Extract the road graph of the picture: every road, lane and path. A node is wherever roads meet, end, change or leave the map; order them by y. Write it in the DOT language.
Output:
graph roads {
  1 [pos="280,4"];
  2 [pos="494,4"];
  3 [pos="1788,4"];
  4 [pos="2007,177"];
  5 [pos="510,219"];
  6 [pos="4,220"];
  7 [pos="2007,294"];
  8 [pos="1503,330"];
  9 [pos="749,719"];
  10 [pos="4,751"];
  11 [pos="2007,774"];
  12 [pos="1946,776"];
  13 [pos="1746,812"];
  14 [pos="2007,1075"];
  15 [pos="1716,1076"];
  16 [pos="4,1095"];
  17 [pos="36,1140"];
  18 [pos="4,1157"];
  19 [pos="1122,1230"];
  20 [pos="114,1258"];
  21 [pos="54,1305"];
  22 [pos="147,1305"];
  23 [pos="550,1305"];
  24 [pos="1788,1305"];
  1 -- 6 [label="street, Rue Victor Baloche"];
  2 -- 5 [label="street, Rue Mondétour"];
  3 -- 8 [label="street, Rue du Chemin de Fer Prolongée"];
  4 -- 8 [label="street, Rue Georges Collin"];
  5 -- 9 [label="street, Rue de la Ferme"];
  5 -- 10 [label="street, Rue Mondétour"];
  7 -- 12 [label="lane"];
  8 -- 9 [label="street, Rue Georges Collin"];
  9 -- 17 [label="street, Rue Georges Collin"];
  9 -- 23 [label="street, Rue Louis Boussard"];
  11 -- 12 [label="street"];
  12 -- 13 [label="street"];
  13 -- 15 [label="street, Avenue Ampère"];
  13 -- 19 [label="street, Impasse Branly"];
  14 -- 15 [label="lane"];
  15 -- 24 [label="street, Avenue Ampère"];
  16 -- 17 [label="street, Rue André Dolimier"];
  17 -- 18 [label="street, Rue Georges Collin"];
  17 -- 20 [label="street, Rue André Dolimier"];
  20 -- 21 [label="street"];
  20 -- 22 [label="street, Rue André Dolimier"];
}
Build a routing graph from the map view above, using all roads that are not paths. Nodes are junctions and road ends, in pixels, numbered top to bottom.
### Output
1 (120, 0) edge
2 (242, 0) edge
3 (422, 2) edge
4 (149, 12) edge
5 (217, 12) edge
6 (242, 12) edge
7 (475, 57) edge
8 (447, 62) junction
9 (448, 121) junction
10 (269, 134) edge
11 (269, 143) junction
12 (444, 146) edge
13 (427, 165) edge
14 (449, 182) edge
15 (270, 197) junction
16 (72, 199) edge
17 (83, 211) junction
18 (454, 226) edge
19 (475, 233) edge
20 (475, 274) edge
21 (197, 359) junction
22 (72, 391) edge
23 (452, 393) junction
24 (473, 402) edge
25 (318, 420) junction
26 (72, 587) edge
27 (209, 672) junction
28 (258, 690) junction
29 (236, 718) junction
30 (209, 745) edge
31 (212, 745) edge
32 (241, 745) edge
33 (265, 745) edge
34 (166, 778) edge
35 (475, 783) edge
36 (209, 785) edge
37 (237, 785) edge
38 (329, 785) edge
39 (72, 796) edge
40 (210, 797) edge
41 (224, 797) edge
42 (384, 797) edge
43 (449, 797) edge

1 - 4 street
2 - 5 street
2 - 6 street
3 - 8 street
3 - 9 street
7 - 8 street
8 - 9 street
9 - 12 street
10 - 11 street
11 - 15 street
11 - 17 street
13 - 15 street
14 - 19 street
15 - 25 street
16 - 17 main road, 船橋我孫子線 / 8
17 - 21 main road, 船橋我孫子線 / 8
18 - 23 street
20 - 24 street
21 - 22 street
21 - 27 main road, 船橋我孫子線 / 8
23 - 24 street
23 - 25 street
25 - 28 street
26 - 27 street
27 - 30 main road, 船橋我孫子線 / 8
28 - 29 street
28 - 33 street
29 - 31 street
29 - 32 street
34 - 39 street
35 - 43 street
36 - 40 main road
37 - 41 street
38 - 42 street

---*---

What is expected: Write out each record again, keeping every word as it is.

Response box:
Extract the road graph of the picture: every road, lane and path. A node is wherever roads meet, end, change or leave the map; order them by y. Write it in the DOT language.
Output:
graph roads {
  1 [pos="280,4"];
  2 [pos="494,4"];
  3 [pos="1788,4"];
  4 [pos="2007,177"];
  5 [pos="510,219"];
  6 [pos="4,220"];
  7 [pos="2007,294"];
  8 [pos="1503,330"];
  9 [pos="749,719"];
  10 [pos="4,751"];
  11 [pos="2007,774"];
  12 [pos="1946,776"];
  13 [pos="1746,812"];
  14 [pos="2007,1075"];
  15 [pos="1716,1076"];
  16 [pos="4,1095"];
  17 [pos="36,1140"];
  18 [pos="4,1157"];
  19 [pos="1122,1230"];
  20 [pos="114,1258"];
  21 [pos="54,1305"];
  22 [pos="147,1305"];
  23 [pos="550,1305"];
  24 [pos="1788,1305"];
  1 -- 6 [label="street, Rue Victor Baloche"];
  2 -- 5 [label="street, Rue Mondétour"];
  3 -- 8 [label="street, Rue du Chemin de Fer Prolongée"];
  4 -- 8 [label="street, Rue Georges Collin"];
  5 -- 9 [label="street, Rue de la Ferme"];
  5 -- 10 [label="street, Rue Mondétour"];
  7 -- 12 [label="lane"];
  8 -- 9 [label="street, Rue Georges Collin"];
  9 -- 17 [label="street, Rue Georges Collin"];
  9 -- 23 [label="street, Rue Louis Boussard"];
  11 -- 12 [label="street"];
  12 -- 13 [label="street"];
  13 -- 15 [label="street, Avenue Ampère"];
  13 -- 19 [label="street, Impasse Branly"];
  14 -- 15 [label="lane"];
  15 -- 24 [label="street, Avenue Ampère"];
  16 -- 17 [label="street, Rue André Dolimier"];
  17 -- 18 [label="street, Rue Georges Collin"];
  17 -- 20 [label="street, Rue André Dolimier"];
  20 -- 21 [label="street"];
  20 -- 22 [label="street, Rue André Dolimier"];
}
Build a routing graph from the map view above, using all roads that are not paths. Nodes are junctions and road ends, in pixels, numbered top to bottom.
### Output
1 (120, 0) edge
2 (242, 0) edge
3 (422, 2) edge
4 (149, 12) edge
5 (217, 12) edge
6 (242, 12) edge
7 (475, 57) edge
8 (447, 62) junction
9 (448, 121) junction
10 (269, 134) edge
11 (269, 143) junction
12 (444, 146) edge
13 (427, 165) edge
14 (449, 182) edge
15 (270, 197) junction
16 (72, 199) edge
17 (83, 211) junction
18 (454, 226) edge
19 (475, 233) edge
20 (475, 274) edge
21 (197, 359) junction
22 (72, 391) edge
23 (452, 393) junction
24 (473, 402) edge
25 (318, 420) junction
26 (72, 587) edge
27 (209, 672) junction
28 (258, 690) junction
29 (236, 718) junction
30 (209, 745) edge
31 (212, 745) edge
32 (241, 745) edge
33 (265, 745) edge
34 (166, 778) edge
35 (475, 783) edge
36 (209, 785) edge
37 (237, 785) edge
38 (329, 785) edge
39 (72, 796) edge
40 (210, 797) edge
41 (224, 797) edge
42 (384, 797) edge
43 (449, 797) edge

1 - 4 street
2 - 5 street
2 - 6 street
3 - 8 street
3 - 9 street
7 - 8 street
8 - 9 street
9 - 12 street
10 - 11 street
11 - 15 street
11 - 17 street
13 - 15 street
14 - 19 street
15 - 25 street
16 - 17 main road, 船橋我孫子線 / 8
17 - 21 main road, 船橋我孫子線 / 8
18 - 23 street
20 - 24 street
21 - 22 street
21 - 27 main road, 船橋我孫子線 / 8
23 - 24 street
23 - 25 street
25 - 28 street
26 - 27 street
27 - 30 main road, 船橋我孫子線 / 8
28 - 29 street
28 - 33 street
29 - 31 street
29 - 32 street
34 - 39 street
35 - 43 street
36 - 40 main road
37 - 41 street
38 - 42 street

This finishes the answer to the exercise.